Your task>
Your output is one number, the count of lines in the listing below that hold the word "text".
=== Begin Enclosure ===
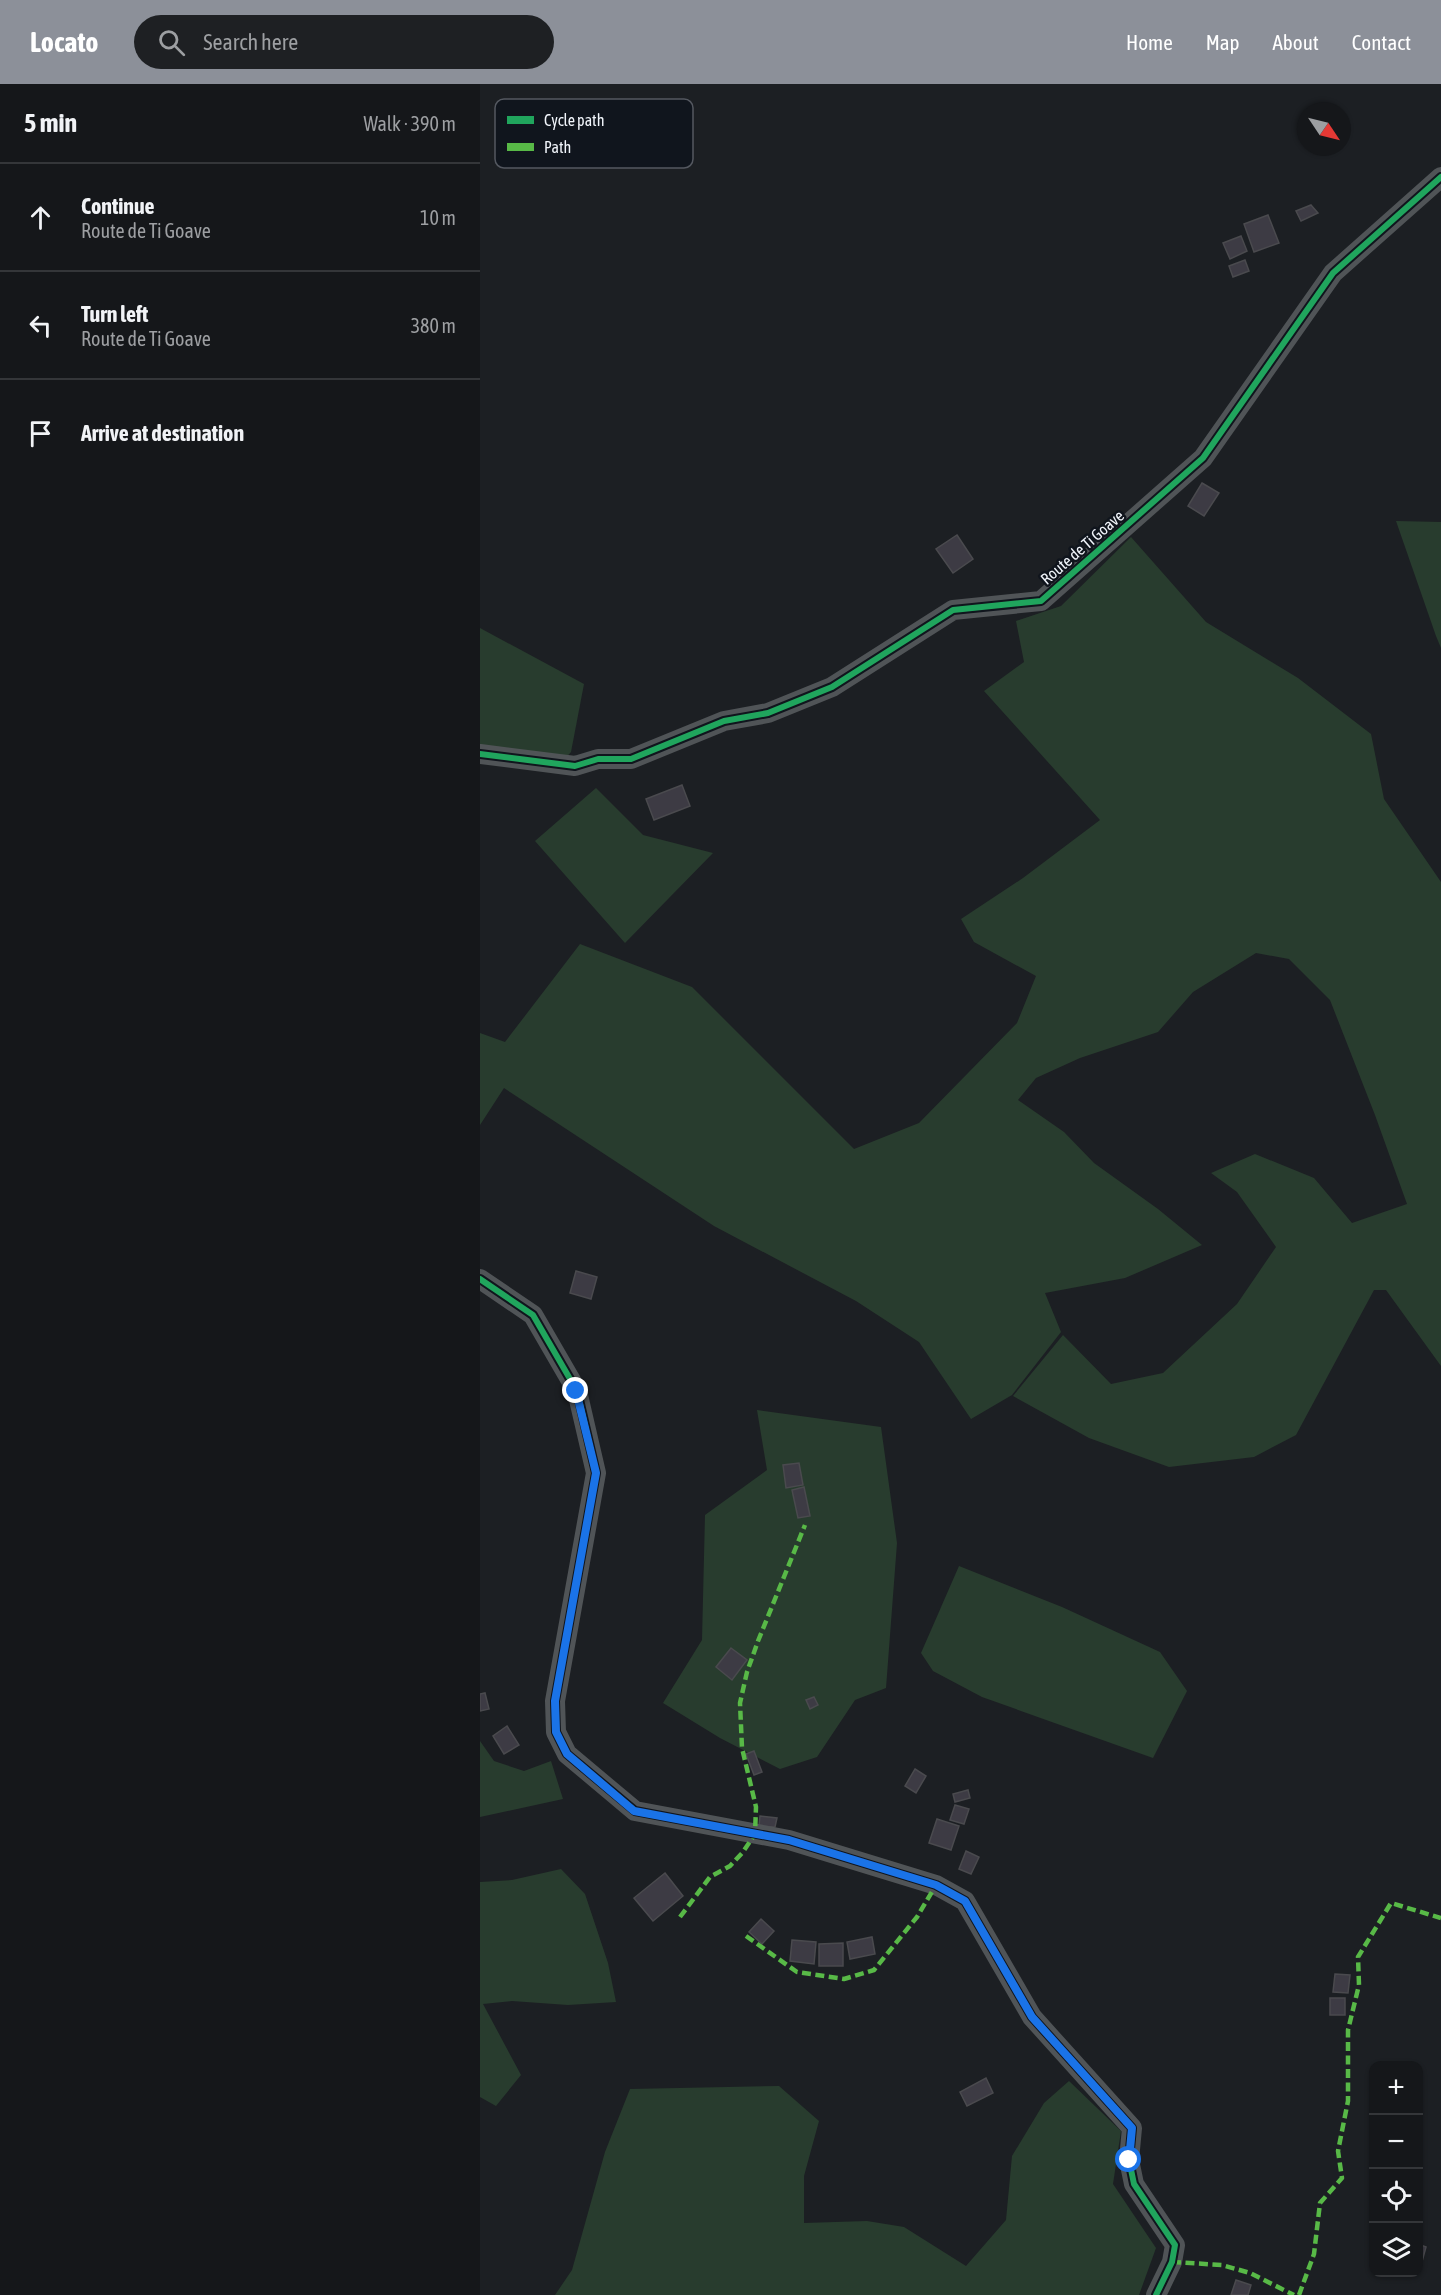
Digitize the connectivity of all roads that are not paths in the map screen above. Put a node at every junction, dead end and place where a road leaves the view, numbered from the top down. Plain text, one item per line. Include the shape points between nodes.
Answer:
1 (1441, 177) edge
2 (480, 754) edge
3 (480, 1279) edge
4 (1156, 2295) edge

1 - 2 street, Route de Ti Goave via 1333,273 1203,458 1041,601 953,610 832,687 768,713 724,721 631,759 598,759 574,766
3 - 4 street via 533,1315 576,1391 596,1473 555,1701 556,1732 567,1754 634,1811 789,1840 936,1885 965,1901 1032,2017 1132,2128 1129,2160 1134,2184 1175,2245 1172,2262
=== End Enclosure ===
=== Begin Enclosure ===
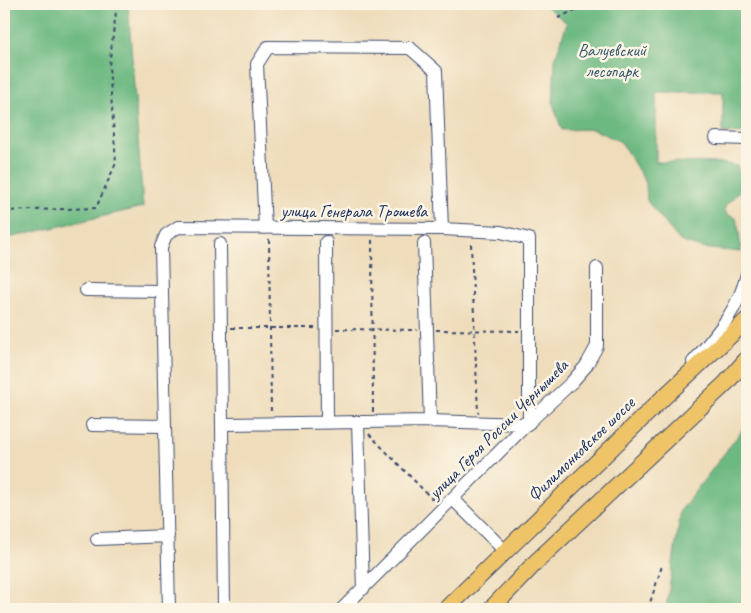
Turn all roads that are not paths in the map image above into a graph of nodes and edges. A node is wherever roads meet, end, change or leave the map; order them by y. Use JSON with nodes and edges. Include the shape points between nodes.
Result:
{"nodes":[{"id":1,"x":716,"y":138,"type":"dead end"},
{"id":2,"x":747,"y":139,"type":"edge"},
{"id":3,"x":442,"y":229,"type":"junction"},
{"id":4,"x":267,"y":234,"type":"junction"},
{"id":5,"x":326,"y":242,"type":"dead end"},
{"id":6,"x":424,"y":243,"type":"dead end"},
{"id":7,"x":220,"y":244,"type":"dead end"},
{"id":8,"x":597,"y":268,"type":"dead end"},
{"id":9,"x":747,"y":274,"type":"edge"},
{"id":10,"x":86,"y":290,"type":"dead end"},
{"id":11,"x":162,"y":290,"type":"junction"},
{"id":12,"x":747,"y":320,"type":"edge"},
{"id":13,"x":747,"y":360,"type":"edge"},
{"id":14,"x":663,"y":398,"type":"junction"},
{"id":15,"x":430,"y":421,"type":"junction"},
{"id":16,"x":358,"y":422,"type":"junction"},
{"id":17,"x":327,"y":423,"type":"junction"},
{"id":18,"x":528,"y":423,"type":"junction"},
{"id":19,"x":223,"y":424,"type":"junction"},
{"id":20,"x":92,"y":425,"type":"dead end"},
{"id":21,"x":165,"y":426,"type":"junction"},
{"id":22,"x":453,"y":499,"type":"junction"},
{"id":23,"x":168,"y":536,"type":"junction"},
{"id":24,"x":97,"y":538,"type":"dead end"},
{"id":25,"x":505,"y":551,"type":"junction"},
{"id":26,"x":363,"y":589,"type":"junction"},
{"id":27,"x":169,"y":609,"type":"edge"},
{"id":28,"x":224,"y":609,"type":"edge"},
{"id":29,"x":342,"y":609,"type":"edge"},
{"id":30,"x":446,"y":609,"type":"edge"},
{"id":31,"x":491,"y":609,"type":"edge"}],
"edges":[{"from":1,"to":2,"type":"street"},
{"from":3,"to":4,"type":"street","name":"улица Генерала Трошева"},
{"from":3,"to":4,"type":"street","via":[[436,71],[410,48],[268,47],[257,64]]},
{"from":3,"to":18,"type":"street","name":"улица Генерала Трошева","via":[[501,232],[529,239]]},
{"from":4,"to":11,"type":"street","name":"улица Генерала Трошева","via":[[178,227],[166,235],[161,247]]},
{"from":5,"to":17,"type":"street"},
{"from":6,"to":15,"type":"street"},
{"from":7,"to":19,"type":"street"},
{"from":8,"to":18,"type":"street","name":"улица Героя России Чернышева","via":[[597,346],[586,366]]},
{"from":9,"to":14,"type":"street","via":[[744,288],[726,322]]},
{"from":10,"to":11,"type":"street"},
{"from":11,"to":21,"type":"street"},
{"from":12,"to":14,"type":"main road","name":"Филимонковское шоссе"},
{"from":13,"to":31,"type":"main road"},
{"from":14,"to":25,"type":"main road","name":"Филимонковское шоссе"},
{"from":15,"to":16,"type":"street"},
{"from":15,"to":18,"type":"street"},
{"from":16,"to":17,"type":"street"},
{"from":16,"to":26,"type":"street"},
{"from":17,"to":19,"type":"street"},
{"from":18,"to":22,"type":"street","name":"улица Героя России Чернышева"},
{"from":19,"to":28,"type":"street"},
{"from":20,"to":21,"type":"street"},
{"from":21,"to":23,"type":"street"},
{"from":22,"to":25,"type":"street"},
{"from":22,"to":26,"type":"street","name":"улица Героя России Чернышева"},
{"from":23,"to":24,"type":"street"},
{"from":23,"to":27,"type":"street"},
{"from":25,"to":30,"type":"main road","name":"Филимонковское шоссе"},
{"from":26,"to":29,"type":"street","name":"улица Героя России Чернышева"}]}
=== End Enclosure ===
=== Begin Enclosure ===
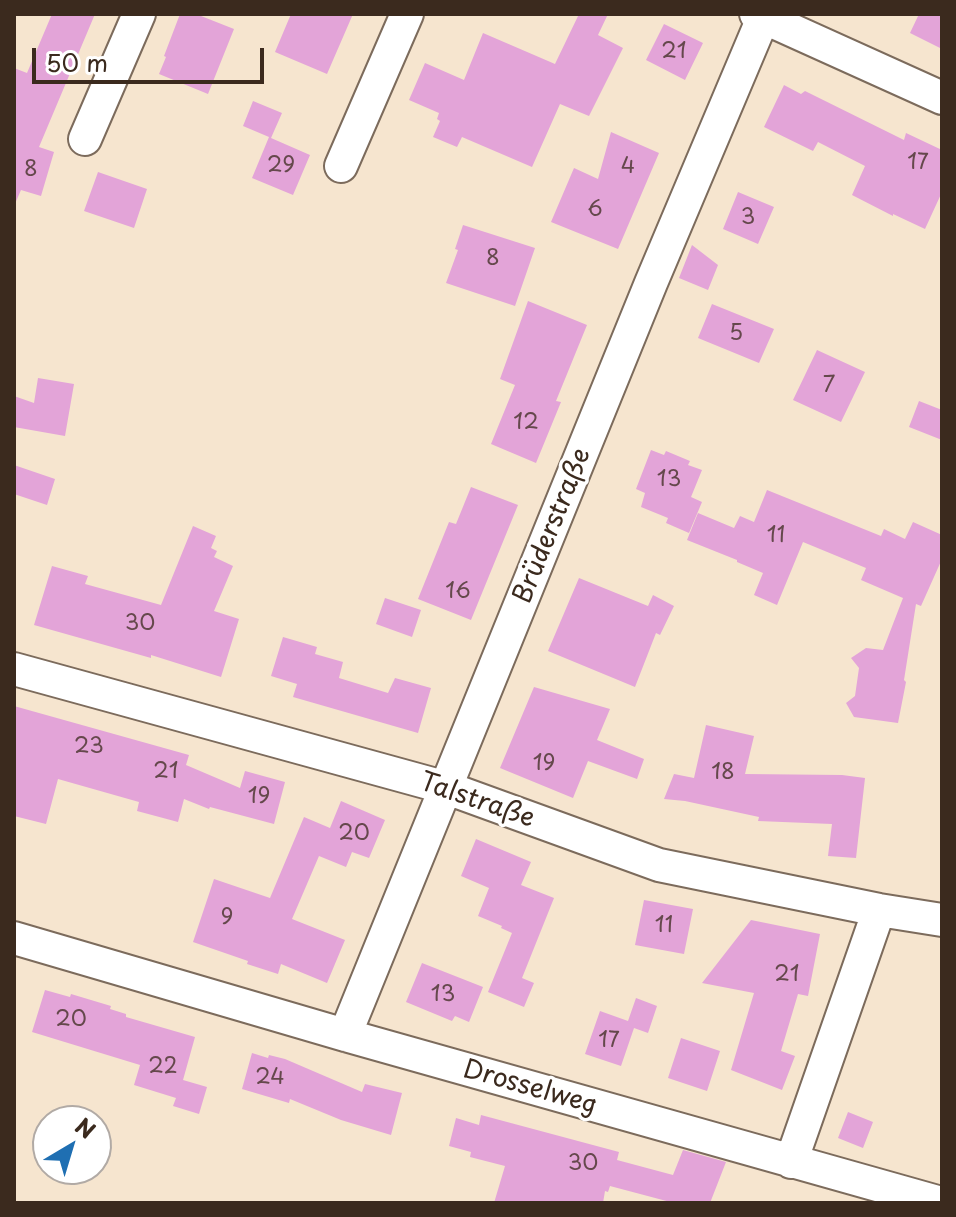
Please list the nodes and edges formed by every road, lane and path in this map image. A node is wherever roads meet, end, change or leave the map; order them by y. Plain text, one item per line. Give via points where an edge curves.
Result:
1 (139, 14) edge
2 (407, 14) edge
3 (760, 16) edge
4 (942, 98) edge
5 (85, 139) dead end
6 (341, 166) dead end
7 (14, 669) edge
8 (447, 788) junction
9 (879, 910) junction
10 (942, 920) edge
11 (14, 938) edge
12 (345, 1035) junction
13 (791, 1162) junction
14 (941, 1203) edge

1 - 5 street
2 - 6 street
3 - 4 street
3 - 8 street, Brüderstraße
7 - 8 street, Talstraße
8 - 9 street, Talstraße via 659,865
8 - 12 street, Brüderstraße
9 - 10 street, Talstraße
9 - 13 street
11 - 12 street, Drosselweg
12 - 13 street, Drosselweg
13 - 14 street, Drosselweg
=== End Enclosure ===
Written solution>
2